Below are records; please give the number of their lines that contain the string "above", and only that number.

____ The records

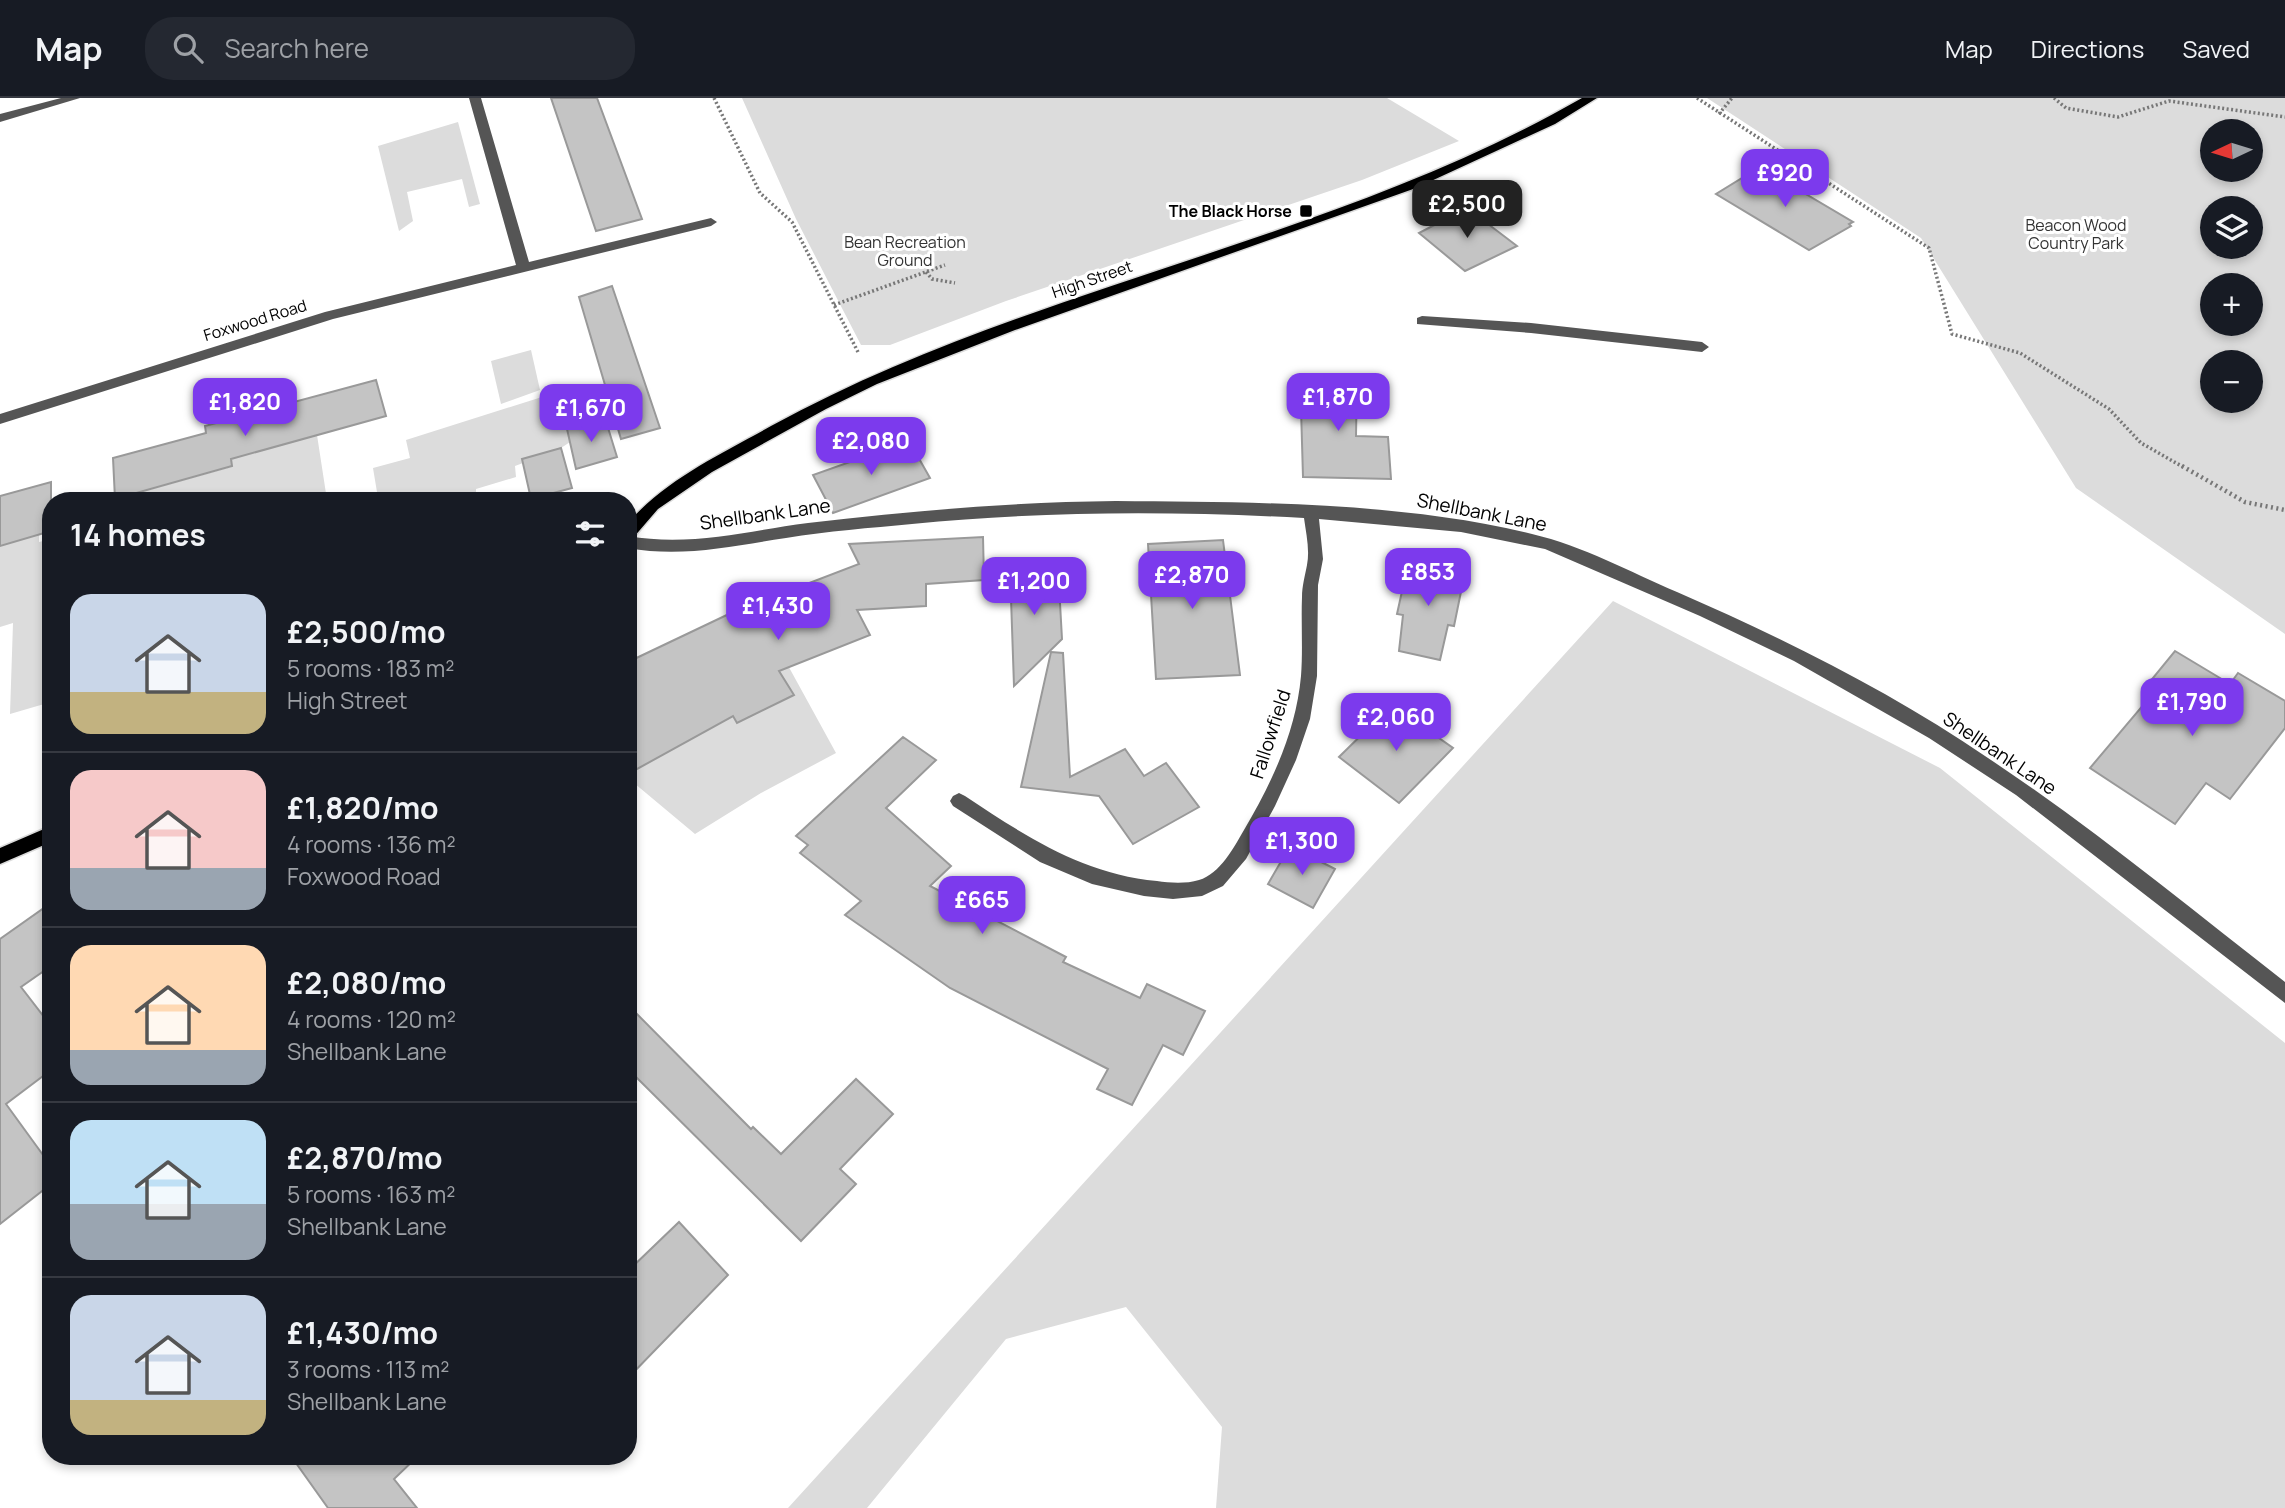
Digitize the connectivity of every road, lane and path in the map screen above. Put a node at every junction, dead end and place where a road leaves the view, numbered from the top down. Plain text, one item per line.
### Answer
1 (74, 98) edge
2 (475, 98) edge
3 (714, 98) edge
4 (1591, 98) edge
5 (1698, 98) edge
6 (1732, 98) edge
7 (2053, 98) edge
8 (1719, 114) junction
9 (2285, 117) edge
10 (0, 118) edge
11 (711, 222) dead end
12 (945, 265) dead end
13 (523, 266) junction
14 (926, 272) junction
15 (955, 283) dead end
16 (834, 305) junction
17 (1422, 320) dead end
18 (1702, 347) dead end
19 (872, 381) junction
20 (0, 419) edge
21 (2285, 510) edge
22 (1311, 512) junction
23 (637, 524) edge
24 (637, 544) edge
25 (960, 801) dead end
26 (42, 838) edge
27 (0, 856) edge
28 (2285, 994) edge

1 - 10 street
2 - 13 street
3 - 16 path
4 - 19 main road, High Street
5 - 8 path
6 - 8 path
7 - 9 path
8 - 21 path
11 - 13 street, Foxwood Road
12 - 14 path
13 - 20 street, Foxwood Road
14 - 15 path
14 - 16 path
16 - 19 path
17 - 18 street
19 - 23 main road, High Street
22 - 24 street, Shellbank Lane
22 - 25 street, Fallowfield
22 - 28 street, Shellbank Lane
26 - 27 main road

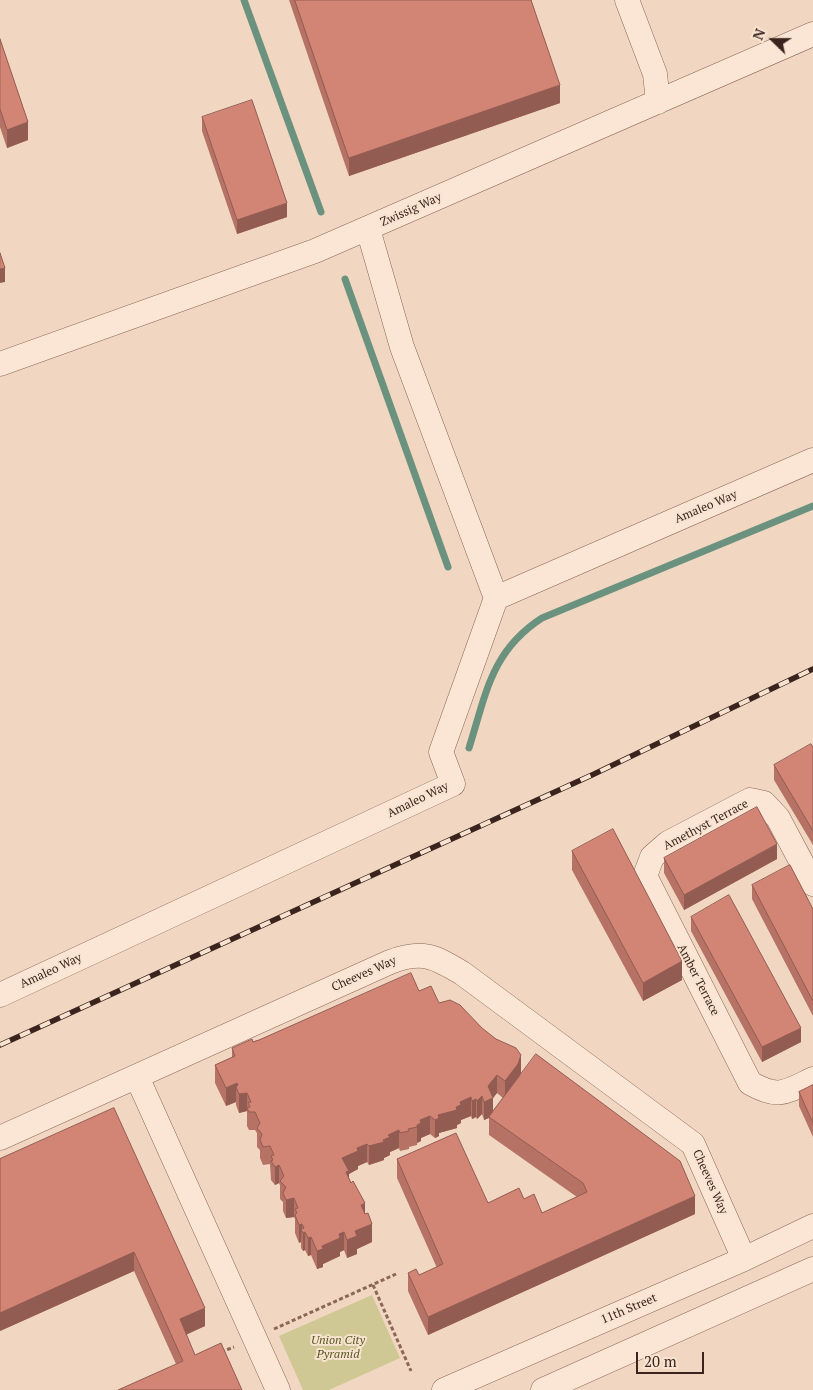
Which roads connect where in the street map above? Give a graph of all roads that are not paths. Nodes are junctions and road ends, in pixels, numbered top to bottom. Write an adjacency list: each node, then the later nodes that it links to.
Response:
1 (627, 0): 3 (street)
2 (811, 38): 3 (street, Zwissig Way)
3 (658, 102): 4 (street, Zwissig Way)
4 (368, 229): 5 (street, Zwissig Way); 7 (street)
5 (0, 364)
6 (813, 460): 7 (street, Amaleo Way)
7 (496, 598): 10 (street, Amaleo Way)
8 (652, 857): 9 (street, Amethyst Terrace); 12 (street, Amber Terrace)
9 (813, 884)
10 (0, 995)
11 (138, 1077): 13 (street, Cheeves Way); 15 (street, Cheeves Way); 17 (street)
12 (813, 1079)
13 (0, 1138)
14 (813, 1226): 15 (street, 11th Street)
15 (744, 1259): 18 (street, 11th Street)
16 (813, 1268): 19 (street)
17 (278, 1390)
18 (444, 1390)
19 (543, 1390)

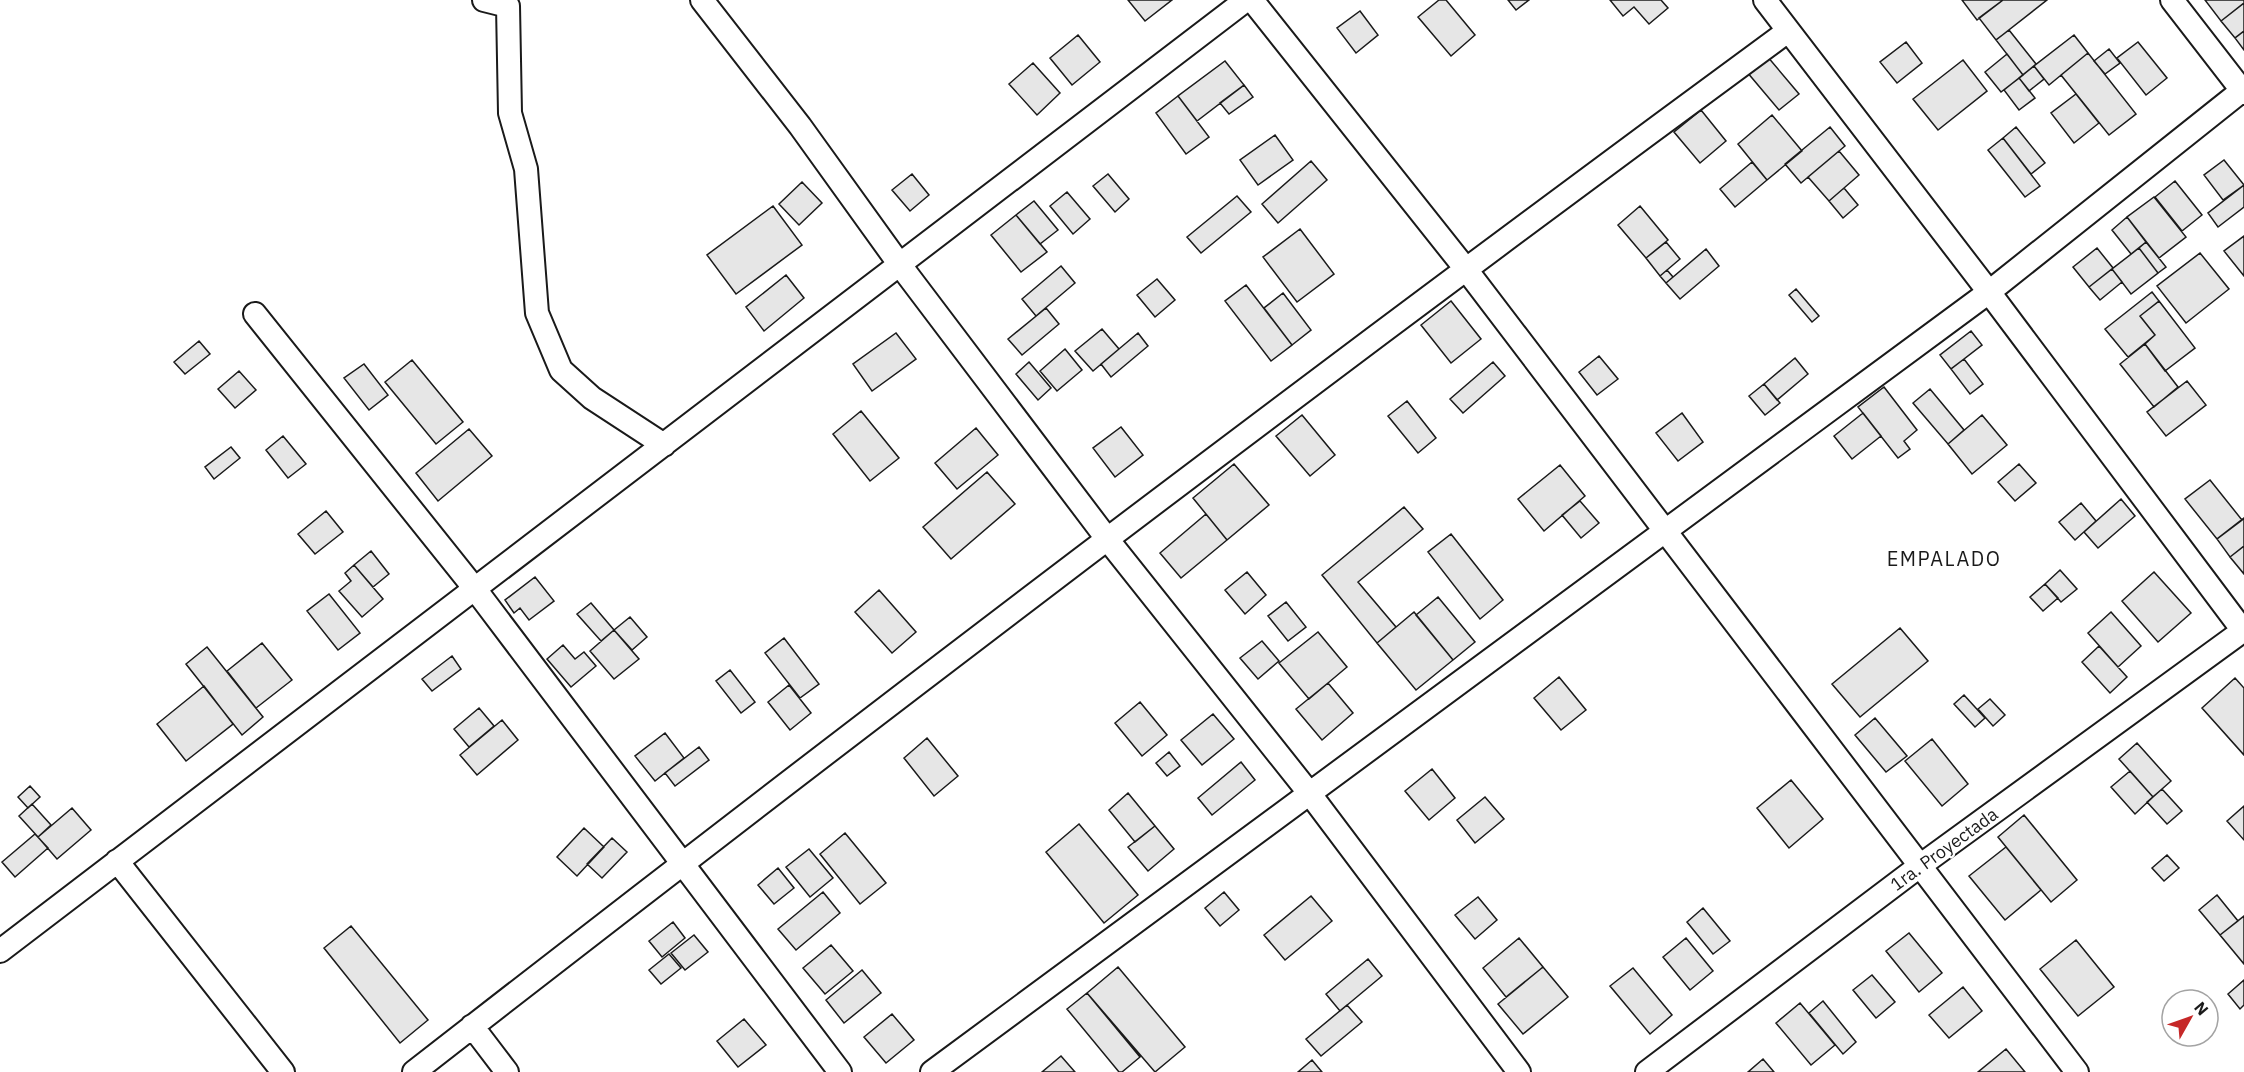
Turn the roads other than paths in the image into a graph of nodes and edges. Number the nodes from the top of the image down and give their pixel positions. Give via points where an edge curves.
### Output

________

*Solution*. 2